Top of Records provided

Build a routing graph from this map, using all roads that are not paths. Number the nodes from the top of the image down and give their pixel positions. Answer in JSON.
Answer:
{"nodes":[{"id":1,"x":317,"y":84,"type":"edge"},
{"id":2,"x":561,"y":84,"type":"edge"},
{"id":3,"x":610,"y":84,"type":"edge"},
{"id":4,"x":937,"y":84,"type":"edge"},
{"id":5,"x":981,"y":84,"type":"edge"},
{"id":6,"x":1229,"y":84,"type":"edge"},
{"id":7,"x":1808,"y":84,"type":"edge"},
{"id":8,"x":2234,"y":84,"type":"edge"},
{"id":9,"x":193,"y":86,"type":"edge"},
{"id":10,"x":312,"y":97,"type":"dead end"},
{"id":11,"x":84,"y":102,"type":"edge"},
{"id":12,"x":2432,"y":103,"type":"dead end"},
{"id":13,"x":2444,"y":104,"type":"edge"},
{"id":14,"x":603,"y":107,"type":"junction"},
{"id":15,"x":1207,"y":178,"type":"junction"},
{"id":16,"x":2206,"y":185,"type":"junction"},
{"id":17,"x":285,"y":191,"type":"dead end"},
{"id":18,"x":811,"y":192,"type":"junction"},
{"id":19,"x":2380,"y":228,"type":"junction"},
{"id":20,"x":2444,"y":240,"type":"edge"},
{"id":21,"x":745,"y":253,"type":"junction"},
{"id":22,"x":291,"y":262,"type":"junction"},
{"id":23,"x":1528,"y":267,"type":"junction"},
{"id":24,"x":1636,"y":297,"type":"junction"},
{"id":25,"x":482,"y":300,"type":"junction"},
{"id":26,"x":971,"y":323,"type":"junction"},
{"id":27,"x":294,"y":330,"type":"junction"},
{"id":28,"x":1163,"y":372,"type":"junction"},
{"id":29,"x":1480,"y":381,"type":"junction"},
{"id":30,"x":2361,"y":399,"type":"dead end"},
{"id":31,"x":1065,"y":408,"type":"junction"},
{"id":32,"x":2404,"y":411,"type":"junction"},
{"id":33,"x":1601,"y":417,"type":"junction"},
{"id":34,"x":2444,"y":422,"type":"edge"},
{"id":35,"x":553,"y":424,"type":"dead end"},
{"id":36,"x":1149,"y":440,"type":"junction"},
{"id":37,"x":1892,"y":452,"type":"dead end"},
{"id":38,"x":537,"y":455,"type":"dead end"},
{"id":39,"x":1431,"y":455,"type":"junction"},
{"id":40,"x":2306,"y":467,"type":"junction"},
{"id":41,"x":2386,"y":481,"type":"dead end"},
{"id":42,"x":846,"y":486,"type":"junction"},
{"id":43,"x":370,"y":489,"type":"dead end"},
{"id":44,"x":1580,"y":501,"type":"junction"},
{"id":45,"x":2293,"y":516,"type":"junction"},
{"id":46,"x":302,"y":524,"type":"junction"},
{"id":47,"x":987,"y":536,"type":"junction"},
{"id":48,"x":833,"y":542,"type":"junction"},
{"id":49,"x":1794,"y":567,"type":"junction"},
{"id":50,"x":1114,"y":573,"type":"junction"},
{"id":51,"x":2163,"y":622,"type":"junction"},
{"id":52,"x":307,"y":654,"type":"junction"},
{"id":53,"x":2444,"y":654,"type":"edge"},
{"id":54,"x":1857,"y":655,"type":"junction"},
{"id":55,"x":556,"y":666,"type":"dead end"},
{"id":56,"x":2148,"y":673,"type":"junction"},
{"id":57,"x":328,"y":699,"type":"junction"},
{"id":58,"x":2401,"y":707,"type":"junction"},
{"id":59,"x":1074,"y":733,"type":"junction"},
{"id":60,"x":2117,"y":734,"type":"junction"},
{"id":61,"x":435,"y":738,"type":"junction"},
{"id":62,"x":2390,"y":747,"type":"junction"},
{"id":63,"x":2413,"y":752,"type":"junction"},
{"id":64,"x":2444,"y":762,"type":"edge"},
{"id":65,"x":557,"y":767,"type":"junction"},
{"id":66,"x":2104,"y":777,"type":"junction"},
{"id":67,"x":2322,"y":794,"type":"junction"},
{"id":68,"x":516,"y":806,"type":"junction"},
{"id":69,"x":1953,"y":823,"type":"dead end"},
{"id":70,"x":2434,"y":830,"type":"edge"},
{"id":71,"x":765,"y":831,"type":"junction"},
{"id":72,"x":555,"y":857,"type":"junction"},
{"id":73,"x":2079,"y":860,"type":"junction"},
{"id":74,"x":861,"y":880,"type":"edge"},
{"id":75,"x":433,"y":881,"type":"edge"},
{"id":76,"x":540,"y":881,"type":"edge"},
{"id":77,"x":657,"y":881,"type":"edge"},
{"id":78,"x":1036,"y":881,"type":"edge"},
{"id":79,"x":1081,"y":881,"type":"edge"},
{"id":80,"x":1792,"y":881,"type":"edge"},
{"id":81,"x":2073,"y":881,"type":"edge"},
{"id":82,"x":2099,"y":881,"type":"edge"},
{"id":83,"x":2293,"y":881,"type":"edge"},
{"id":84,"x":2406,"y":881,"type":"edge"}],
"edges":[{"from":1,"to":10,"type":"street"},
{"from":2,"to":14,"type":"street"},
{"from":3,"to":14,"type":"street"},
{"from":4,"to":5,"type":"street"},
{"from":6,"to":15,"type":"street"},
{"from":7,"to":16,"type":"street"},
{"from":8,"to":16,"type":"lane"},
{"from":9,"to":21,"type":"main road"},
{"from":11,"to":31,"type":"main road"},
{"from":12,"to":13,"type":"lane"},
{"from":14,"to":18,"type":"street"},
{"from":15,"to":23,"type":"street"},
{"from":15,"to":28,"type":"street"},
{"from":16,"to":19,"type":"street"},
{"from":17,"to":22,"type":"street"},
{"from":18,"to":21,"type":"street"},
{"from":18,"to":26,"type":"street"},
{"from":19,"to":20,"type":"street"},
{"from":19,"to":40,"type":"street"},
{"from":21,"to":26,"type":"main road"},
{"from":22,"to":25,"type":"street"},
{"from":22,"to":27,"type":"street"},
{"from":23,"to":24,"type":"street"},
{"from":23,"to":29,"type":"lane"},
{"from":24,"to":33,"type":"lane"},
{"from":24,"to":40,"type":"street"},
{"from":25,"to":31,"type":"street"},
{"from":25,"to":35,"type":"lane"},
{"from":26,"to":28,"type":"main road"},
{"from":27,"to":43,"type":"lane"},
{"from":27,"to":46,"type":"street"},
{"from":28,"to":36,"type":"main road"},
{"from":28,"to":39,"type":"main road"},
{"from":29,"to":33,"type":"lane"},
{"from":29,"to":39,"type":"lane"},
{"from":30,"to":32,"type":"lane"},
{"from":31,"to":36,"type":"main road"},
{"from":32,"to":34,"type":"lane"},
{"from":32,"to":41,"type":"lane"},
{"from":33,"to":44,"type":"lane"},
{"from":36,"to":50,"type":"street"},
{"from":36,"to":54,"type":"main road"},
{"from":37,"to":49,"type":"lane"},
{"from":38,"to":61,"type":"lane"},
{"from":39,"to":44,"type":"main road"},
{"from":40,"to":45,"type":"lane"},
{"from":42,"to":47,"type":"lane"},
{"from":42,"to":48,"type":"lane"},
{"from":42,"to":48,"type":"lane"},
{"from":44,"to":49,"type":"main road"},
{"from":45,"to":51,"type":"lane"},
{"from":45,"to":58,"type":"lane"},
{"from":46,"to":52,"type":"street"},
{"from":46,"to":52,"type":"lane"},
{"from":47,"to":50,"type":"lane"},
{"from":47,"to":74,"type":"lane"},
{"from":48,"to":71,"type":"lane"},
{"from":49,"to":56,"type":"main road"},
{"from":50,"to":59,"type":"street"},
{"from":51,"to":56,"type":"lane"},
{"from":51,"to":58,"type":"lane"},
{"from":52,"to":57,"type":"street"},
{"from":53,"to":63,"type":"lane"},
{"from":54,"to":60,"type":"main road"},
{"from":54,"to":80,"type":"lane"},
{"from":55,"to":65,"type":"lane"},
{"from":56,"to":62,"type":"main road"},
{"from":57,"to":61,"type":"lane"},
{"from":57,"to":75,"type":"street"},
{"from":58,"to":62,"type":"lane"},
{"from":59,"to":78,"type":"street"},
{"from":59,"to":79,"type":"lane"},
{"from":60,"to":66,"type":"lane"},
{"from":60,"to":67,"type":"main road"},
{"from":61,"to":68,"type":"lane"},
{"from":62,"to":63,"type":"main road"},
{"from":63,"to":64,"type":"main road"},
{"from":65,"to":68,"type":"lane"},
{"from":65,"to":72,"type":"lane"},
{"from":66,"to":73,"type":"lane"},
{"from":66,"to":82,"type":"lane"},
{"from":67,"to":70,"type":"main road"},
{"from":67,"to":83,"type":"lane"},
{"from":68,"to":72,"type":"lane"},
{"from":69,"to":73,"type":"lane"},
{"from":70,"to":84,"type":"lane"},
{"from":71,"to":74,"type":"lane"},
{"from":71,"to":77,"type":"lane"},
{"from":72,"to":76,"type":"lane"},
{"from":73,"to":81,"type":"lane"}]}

Bottom of Records provided

● Problem
Would you show every line in the data above that contains the string "dead"?

● Task solution
{"id":10,"x":312,"y":97,"type":"dead end"},
{"id":12,"x":2432,"y":103,"type":"dead end"},
{"id":17,"x":285,"y":191,"type":"dead end"},
{"id":30,"x":2361,"y":399,"type":"dead end"},
{"id":35,"x":553,"y":424,"type":"dead end"},
{"id":37,"x":1892,"y":452,"type":"dead end"},
{"id":38,"x":537,"y":455,"type":"dead end"},
{"id":41,"x":2386,"y":481,"type":"dead end"},
{"id":43,"x":370,"y":489,"type":"dead end"},
{"id":55,"x":556,"y":666,"type":"dead end"},
{"id":69,"x":1953,"y":823,"type":"dead end"},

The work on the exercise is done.